Donc, si on parle d'arbitraire tout le long de la présentation, est-ce que je dois comprendre qu'au fond, ce n'est pas tant la loi actuelle qui pose problème mais beaucoup plus la façon dont elle est appliquée? Et est-ce que je ne devrais pas comprendre, en conséquence, que votre préoccupation porte surtout sur les critères, sur l'encadrement de cette loi et sur le détail de la loi?

Me Jean-Michel Montbriand: Je pense que vous avez raison. En matière de renvoi et de détention spécifiquement, nous ne croyons pas qu'il y ait nécessité de changement législatif. Nous croyons qu'il y a nécessité de changement de mentalité d'abord, et surtout d'instauration—et je ne pense pas que ça nécessite de changement législatif—de lignes directrices minimales connues de tous et d'un encadrement—une espèce de mécanisme de monitoring—des plaintes qui permettrait aux gens d'avoir confiance dans le système. Vous n'avez pas tort, en effet, de résumer notre présentation en disant que nous parlons beaucoup d'arbitraire, mais nous essayons aussi d'être positifs et nous parlons beaucoup également de rétablir la confiance entre les clients et le ministère. Merci.

Le président: Monsieur Ménard.

M. Réal Ménard (Hochelaga—Maisonneuve, BQ): J'ai trois courtes questions. Dans un premier temps, je vous demanderais de nous parler du code d'éthique que vous souhaitez voir adopter. Donnez-nous plus de détails sur ce que vous entendez par le code d'éthique et dites-nous quelles en seraient les principales dispositions.

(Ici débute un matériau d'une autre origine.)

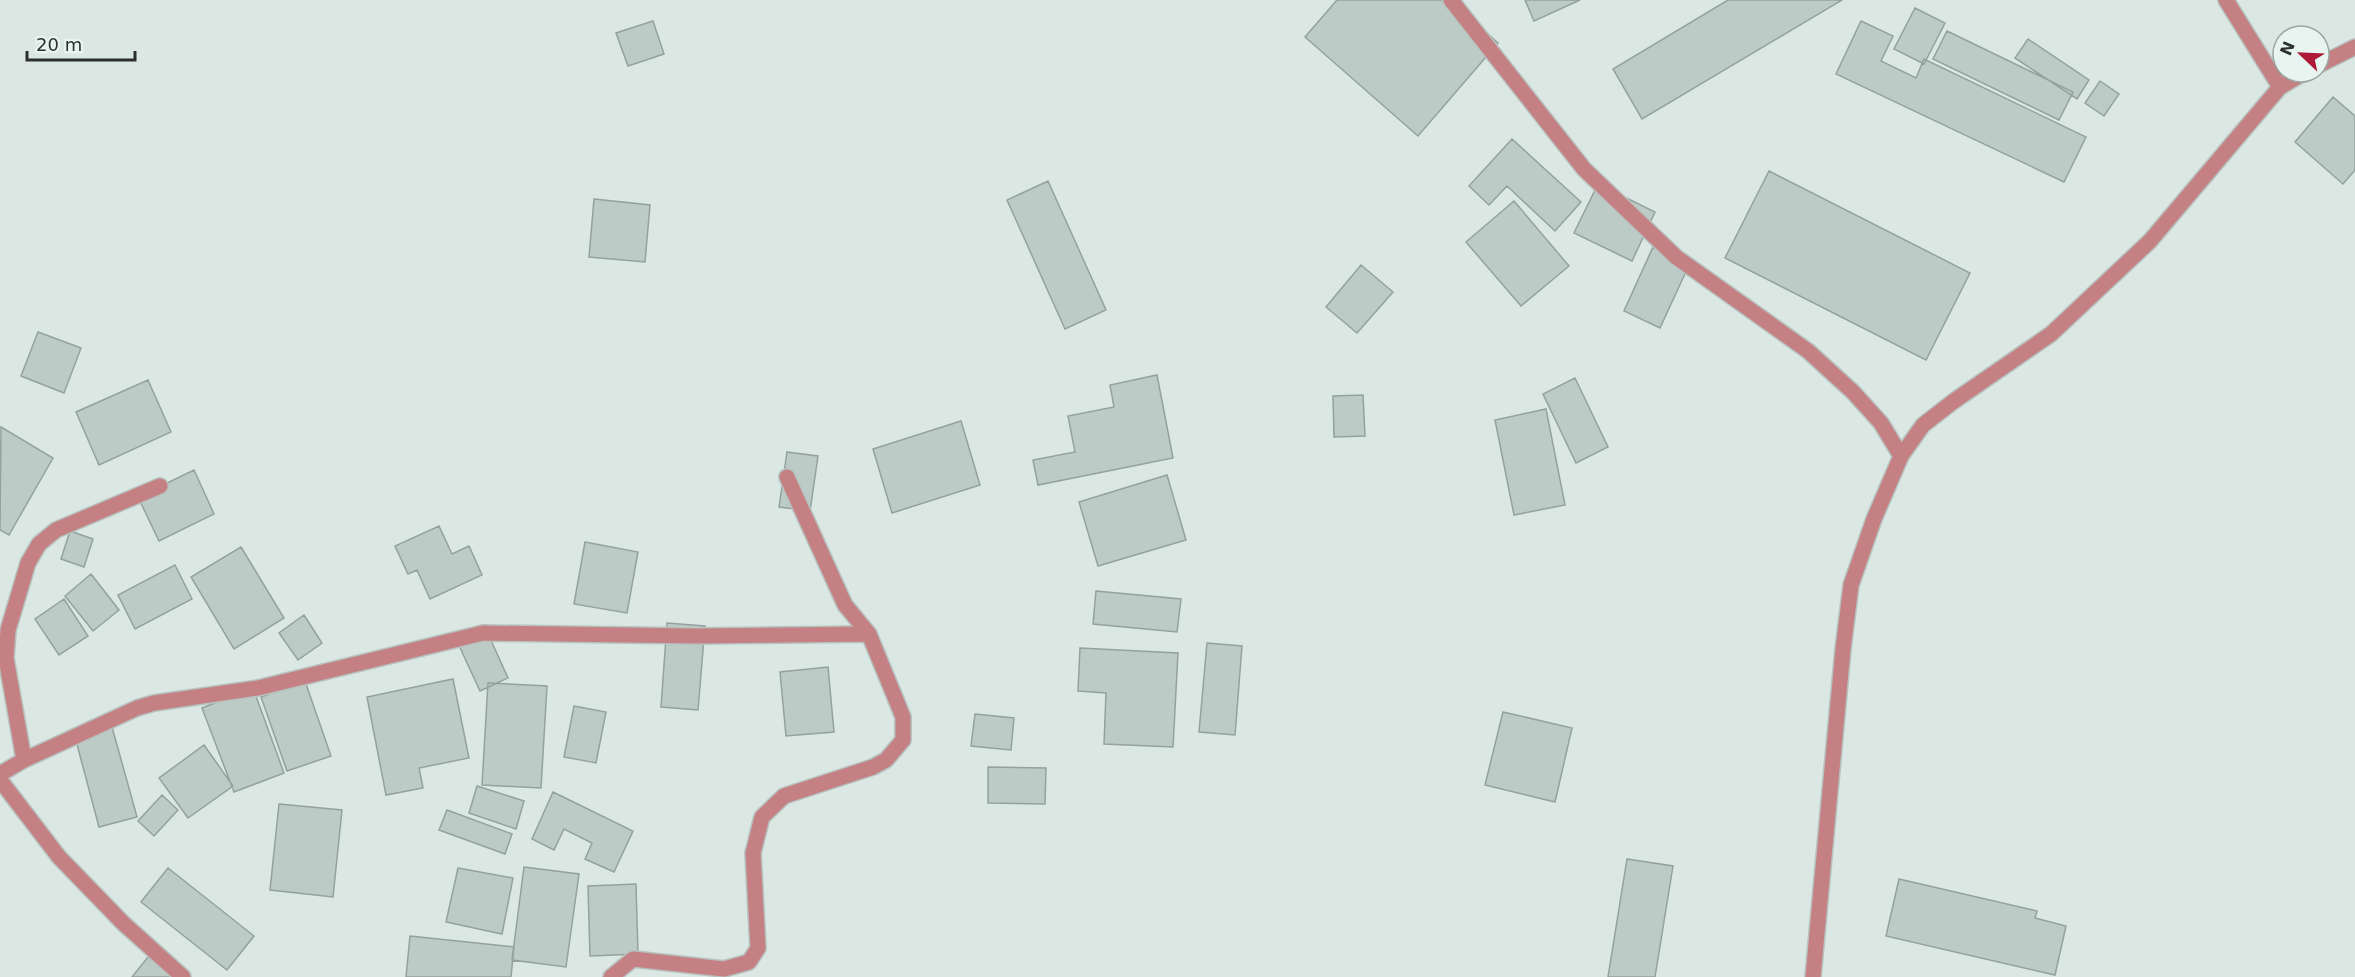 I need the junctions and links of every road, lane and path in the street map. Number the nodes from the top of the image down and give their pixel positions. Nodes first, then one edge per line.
1 (1451, 0) edge
2 (2226, 0) edge
3 (2355, 47) edge
4 (2331, 59) edge
5 (2285, 84) edge
6 (2280, 87) junction
7 (1901, 456) junction
8 (787, 477) dead end
9 (160, 486) dead end
10 (869, 634) junction
11 (24, 760) junction
12 (0, 774) edge
13 (0, 780) edge
14 (183, 977) edge
15 (611, 977) edge
16 (1813, 977) edge

1 - 7 street
2 - 6 street
3 - 4 street
5 - 6 street
6 - 7 street
7 - 16 street
8 - 10 street
9 - 11 street
10 - 11 street
10 - 15 street
11 - 12 street
13 - 14 street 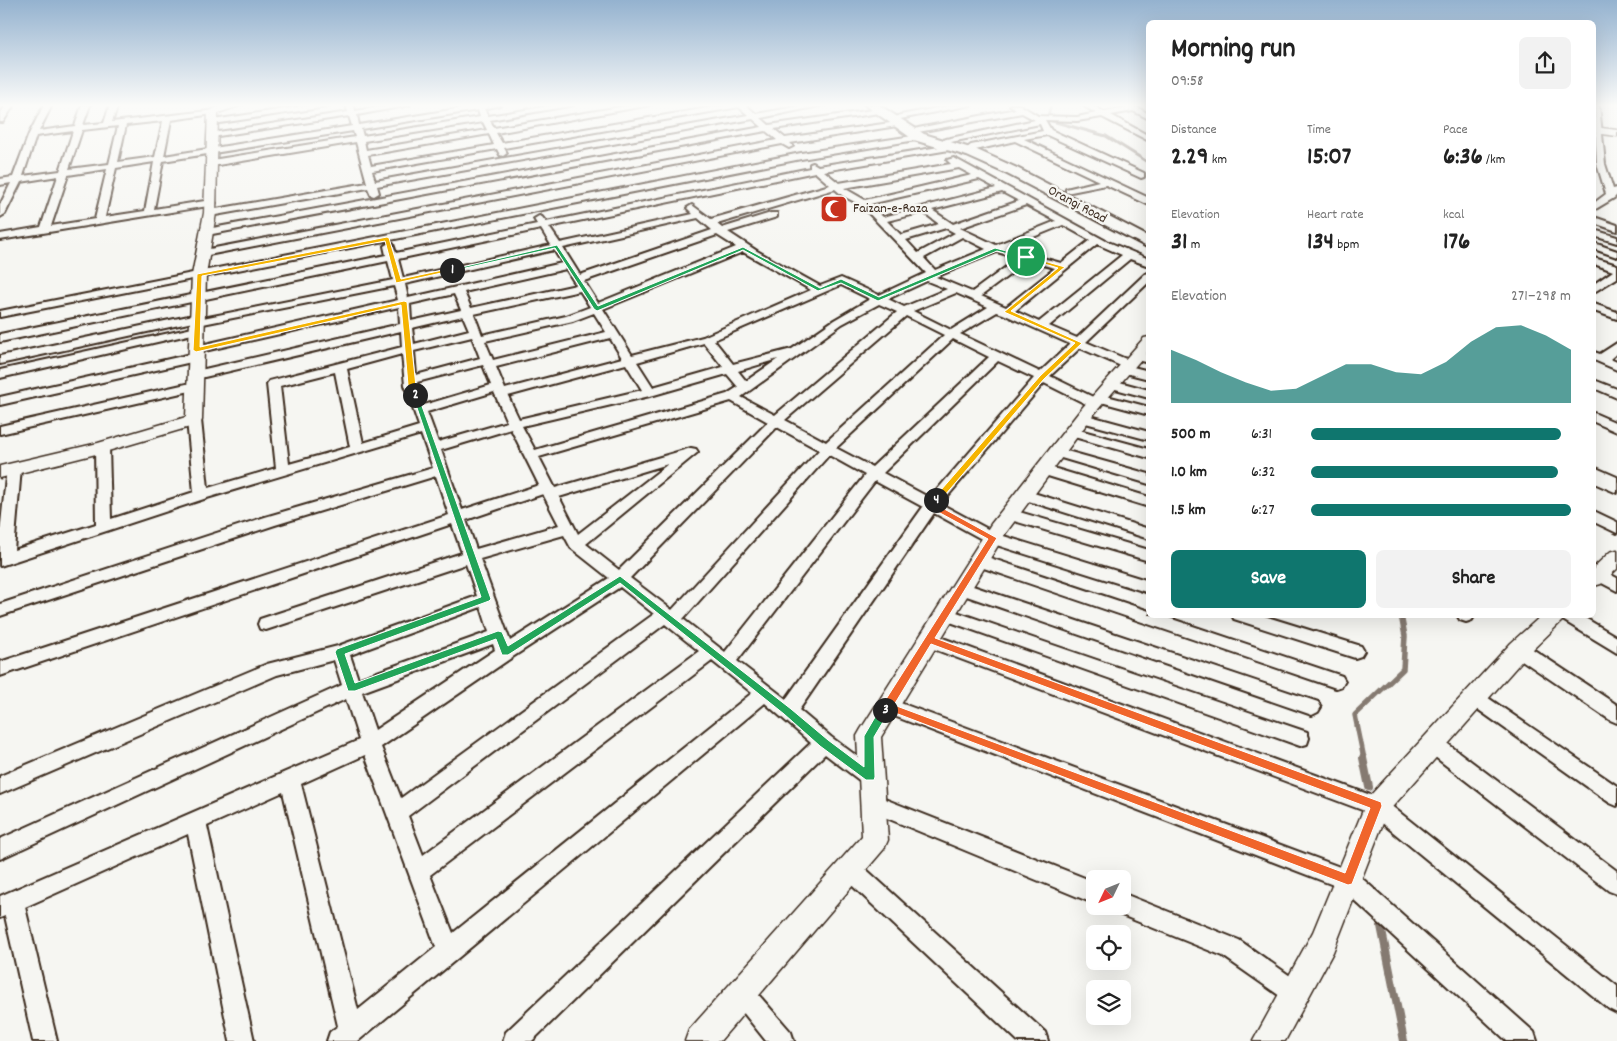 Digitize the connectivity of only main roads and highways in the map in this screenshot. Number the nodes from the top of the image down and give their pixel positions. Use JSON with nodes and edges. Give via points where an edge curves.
{"nodes":[{"id":1,"x":973,"y":154,"type":"edge"},
{"id":2,"x":987,"y":154,"type":"edge"},
{"id":3,"x":1146,"y":230,"type":"edge"},
{"id":4,"x":1146,"y":241,"type":"edge"},
{"id":5,"x":1596,"y":460,"type":"edge"},
{"id":6,"x":1617,"y":470,"type":"edge"},
{"id":7,"x":1596,"y":475,"type":"edge"},
{"id":8,"x":1617,"y":486,"type":"edge"}],
"edges":[{"from":1,"to":4,"type":"main road","name":"Orangi Road"},
{"from":2,"to":3,"type":"main road","name":"Orangi Road"},
{"from":5,"to":6,"type":"main road"},
{"from":7,"to":8,"type":"main road"}]}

Deuxièmement, vous avez parlé de la nécessité d'une plus grande cohérence décisionnelle dans la section d'arbitrage. J'aimerais que vous reveniez là-dessus pour que nous comprenions mieux.

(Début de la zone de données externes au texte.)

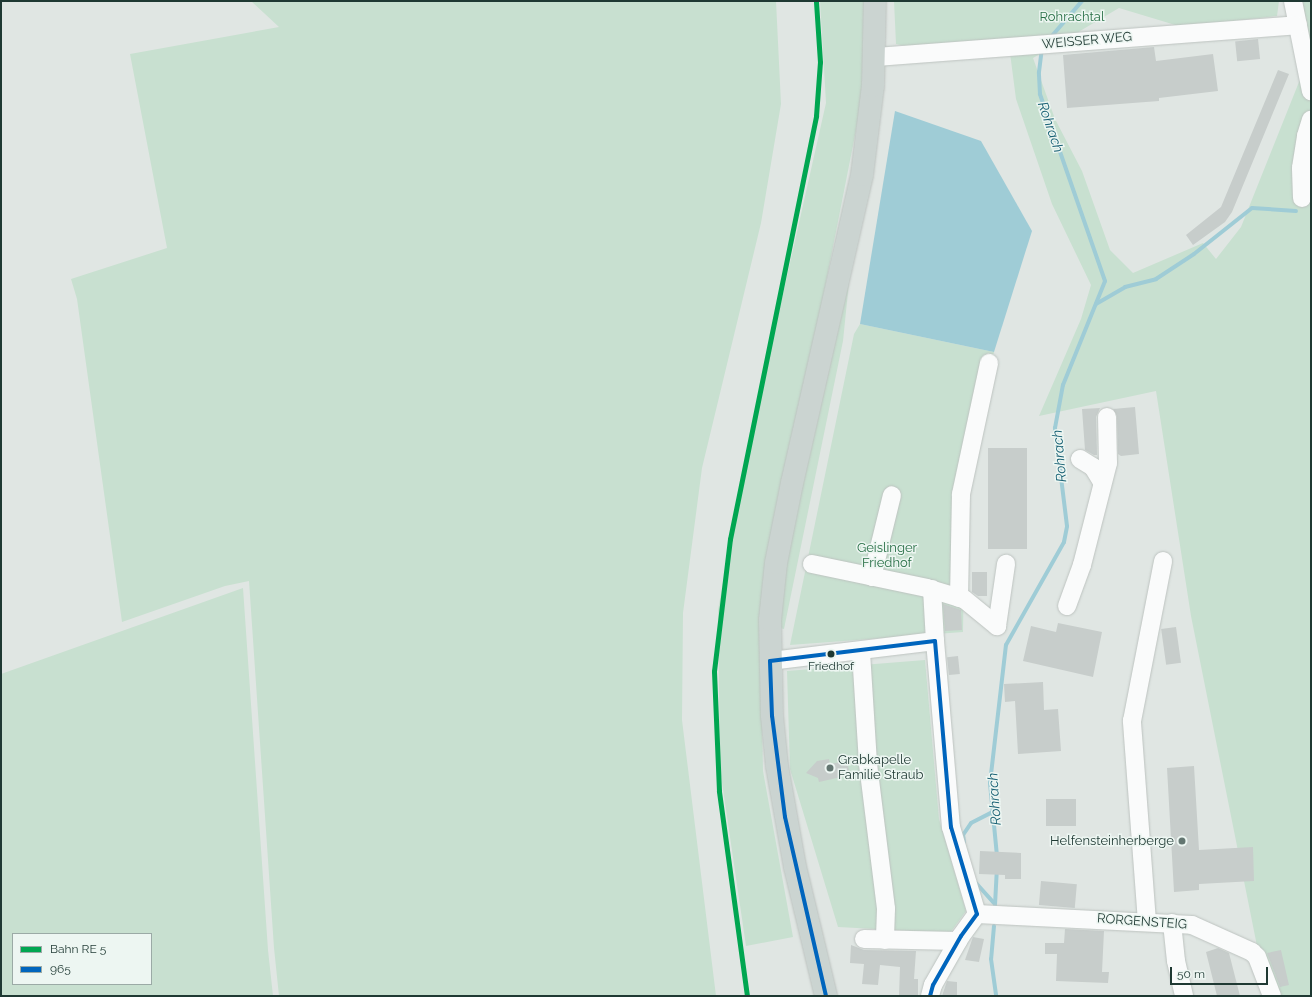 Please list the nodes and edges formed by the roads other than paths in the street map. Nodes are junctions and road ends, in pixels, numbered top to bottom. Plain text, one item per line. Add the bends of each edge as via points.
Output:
1 (875, 1) edge
2 (1293, 1) edge
3 (1298, 25) junction
4 (875, 57) junction
5 (1311, 91) edge
6 (1311, 120) edge
7 (1302, 198) dead end
8 (989, 363) dead end
9 (1107, 417) dead end
10 (1080, 459) dead end
11 (1102, 482) junction
12 (892, 495) dead end
13 (1163, 561) dead end
14 (812, 564) dead end
15 (1006, 564) dead end
16 (872, 576) junction
17 (932, 589) junction
18 (959, 598) junction
19 (1067, 606) dead end
20 (935, 641) junction
21 (862, 652) junction
22 (776, 660) junction
23 (977, 914) junction
24 (1147, 922) junction
25 (1172, 923) junction
26 (864, 939) dead end
27 (885, 940) junction
28 (958, 942) junction
29 (826, 996) edge
30 (930, 996) edge
31 (1184, 996) edge
32 (1272, 996) edge

1 - 4 main road
2 - 3 street
3 - 4 street, WEISSER WEG
3 - 5 street
4 - 22 main road via 870,124 862,175 776,563 770,620
6 - 7 street via 1301,168
8 - 18 street via 960,494
9 - 11 street via 1108,463
10 - 11 street via 1093,467
11 - 19 street via 1082,565
12 - 16 street
13 - 24 street via 1132,721
14 - 16 street
15 - 18 street via 997,626
16 - 17 street
17 - 18 street
17 - 20 street
20 - 21 street
20 - 23 street via 952,827
21 - 22 street
21 - 27 street via 868,764 886,909
22 - 29 main road via 773,723 785,817
23 - 24 street, RORGENSTEIG
23 - 28 street
24 - 25 street, RORGENSTEIG
25 - 31 street via 1176,961
25 - 32 street, RORGENSTEIG via 1192,925 1252,952 1257,957
26 - 27 street
27 - 28 street
28 - 30 street via 933,985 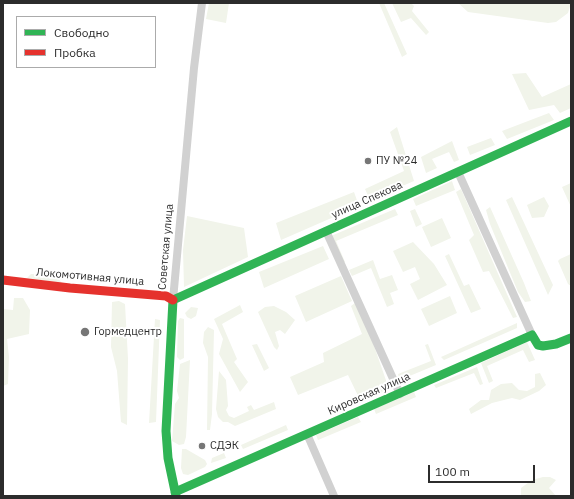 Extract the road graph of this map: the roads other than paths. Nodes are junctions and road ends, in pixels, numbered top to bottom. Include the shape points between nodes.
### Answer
1 (202, 3) edge
2 (571, 121) edge
3 (458, 172) junction
4 (326, 231) junction
5 (3, 280) edge
6 (173, 300) junction
7 (532, 335) junction
8 (571, 338) edge
9 (400, 394) junction
10 (307, 434) junction
11 (176, 494) edge
12 (334, 496) edge

1 - 6 street, Советская улица
2 - 3 main road, улица Спекова
3 - 4 main road, улица Спекова
3 - 7 street
4 - 6 main road, улица Спекова
4 - 9 street
5 - 6 main road, Локомотивная улица via 166,296
6 - 11 main road, Советская улица via 166,431 168,458
7 - 8 main road via 538,345 543,346
7 - 9 main road, Кировская улица
9 - 10 main road, Кировская улица
10 - 11 main road, Кировская улица
10 - 12 street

Troisièmement, vous dites que certaines conditions de détention des candidats à l'immigration sont plus dures que pour des criminels de droit commun. Expliquez-nous cela.

Me Jean-Michel Montbriand: Je vais commencer par votre dernier point. Si à Montréal, monsieur, vous êtes accusé d'avoir battu votre femme, ce qui est un crime grave, vous allez, à moins qu'il n'y ait une preuve directe, un témoin de la scène ou une question de récidive, être libéré en moins de 24 heures selon toute vraisemblance. Dans le cas où vous auriez la malchance d'être arrêté un vendredi soir, vous resteriez en cellule jusqu'au lundi.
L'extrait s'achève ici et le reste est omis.